Background information
- Also known as: AJT; GTraceO; Looney; Loonz; AJ;
- Born: Ché Wolton Grant 4 March 1994 (age 32) Brixton, London, England
- Origin: Ladbroke Grove, London, England
- Genres: British hip hop; grime; UK garage; UK drill; trap; dancehall; pop; cloud rap;
- Occupations: Rapper; singer; songwriter; dancer; record producer;
- Years active: 2009–present
- Label: Revenge
- Website: ajtracey.co.uk

= AJ Tracey =

British rapper and record producer (born 1994)

Ché Wolton Grant (born 4 March 1994), known professionally as AJ Tracey, is a British rapper and record producer from Ladbroke Grove, London. Tracey rose to popularity in 2016 and was listed by The Guardian in a list of "best new acts to catch at festivals in 2016".

Tracey's fifth extended play, Secure the Bag! (2017), became his first entry on the UK Albums Chart, at number 13. His 2018 single, "Butterflies" (featuring Not3s), became his commercial breakthrough, peaking within the top 20 of the UK Singles Chart. His self-titled debut album (2019) was met with critical acclaim and peaked at number three on the UK Albums Chart. Its lead single, "Ladbroke Grove", peaked at number three on the UK Singles Chart and was certified platinum by the BPI.
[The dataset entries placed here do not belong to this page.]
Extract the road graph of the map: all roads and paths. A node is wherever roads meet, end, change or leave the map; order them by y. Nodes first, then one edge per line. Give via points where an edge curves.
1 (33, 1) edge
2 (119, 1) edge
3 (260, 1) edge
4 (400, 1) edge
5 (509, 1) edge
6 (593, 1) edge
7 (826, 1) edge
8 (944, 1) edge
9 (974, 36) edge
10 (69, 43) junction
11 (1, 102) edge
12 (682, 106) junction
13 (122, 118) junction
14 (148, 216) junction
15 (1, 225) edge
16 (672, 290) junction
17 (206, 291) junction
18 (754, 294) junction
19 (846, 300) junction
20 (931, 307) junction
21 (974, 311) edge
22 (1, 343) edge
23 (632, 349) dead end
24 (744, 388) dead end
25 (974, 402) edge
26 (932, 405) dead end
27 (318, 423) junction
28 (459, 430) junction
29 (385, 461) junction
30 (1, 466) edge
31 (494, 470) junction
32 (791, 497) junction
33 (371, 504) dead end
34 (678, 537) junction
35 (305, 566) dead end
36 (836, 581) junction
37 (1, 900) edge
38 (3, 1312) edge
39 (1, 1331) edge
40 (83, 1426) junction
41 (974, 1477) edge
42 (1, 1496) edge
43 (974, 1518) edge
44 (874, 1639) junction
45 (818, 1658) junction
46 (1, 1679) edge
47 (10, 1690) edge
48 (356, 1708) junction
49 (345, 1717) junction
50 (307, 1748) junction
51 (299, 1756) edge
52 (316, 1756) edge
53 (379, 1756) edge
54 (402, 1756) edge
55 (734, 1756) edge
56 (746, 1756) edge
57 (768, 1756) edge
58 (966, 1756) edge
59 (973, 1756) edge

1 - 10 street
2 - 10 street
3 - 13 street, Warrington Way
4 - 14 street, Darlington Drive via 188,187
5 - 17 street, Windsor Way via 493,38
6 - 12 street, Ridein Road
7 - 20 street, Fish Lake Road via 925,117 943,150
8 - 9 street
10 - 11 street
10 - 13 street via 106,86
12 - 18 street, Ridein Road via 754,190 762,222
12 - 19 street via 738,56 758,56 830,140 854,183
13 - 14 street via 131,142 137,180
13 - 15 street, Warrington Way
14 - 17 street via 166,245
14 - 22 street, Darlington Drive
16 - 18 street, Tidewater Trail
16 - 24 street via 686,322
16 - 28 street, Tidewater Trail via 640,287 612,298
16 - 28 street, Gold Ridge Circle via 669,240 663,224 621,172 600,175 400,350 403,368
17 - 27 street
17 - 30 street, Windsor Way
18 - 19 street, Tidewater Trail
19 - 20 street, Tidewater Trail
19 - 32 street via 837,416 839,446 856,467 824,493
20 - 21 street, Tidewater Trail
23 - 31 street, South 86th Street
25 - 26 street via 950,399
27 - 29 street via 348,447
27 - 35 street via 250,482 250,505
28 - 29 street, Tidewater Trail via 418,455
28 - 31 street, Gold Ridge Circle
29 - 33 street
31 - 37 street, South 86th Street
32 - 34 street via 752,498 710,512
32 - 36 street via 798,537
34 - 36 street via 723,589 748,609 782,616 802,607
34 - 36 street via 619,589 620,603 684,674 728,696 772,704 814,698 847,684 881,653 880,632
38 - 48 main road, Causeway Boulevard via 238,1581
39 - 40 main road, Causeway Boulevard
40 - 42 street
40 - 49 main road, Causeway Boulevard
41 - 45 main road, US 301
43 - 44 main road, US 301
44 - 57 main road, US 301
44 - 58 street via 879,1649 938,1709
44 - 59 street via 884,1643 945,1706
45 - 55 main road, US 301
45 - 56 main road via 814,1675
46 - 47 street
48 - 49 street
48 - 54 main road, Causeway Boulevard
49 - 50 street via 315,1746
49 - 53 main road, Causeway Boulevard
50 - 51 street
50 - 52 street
AJ Tracey has released songs with recording artists such as Aitch, Dave, D-Block Europe, Digga D, Giggs, Mabel, Mahalia, MoStack, Skepta, Nelly Furtado, and his cousin Big Zuu.

== Early life ==

AJ Tracey was born in Brixton and raised in Ladbroke Grove. Grant's father, of Afro-Trinidadian origin, is a former rapper, and his Welsh mother is a former jungle DJ. He was named by his mother after the revolutionary Che Guevara.

He has been rapping since the age of four. He was educated locally at Middle Row Primary school and went on to attend Holland Park School. He dropped out of a criminology course at London Metropolitan University to pursue his music career. He is a lifelong supporter of Tottenham Hotspur.

In 2018, AJ Tracey was included on the European edition of Forbes 30 Under 30.

== Career ==
=== 2011–16: Emergence and EPs ===
Under the stage names Looney and Loonz, Tracey's music can be found online dating back to June 2011. An early SoundCloud account, Looney Tell 'Em, contains eleven tracks, each with free downloads enabled. These include four songs from the scrapped grime EP The Dungeon (featuring non-exclusive beats from Spooky and Rude Kid) and two songs from Didn't Make the Cut, originally slated for release on the scrapped hip hop mixtape Fuck a Fairytale. His debut mixtape, Didn't Make the Cut, was released 13 September 2012, and comprises 21 UK rap and grime songs and freestyles which, in his own words, are "the tracks that didn't make it onto my actual mixtape". The project was initially to be titled Scirocco Musik and its artwork still reflects this title. In August 2013, his collective, My Team Paid, announced that they were to release a joint mixtape entitled My Team Paid. One single, "Clouded Skies", emerged, but the project was ultimately scrapped. Tracey's second mixtape, No More Looney, was released through DatPiff on 30 August 2014. The project includes thirty-three tracks, many of which feature fellow My Team Paid members Big Zuu, Jay Amo, Wax and Sketch.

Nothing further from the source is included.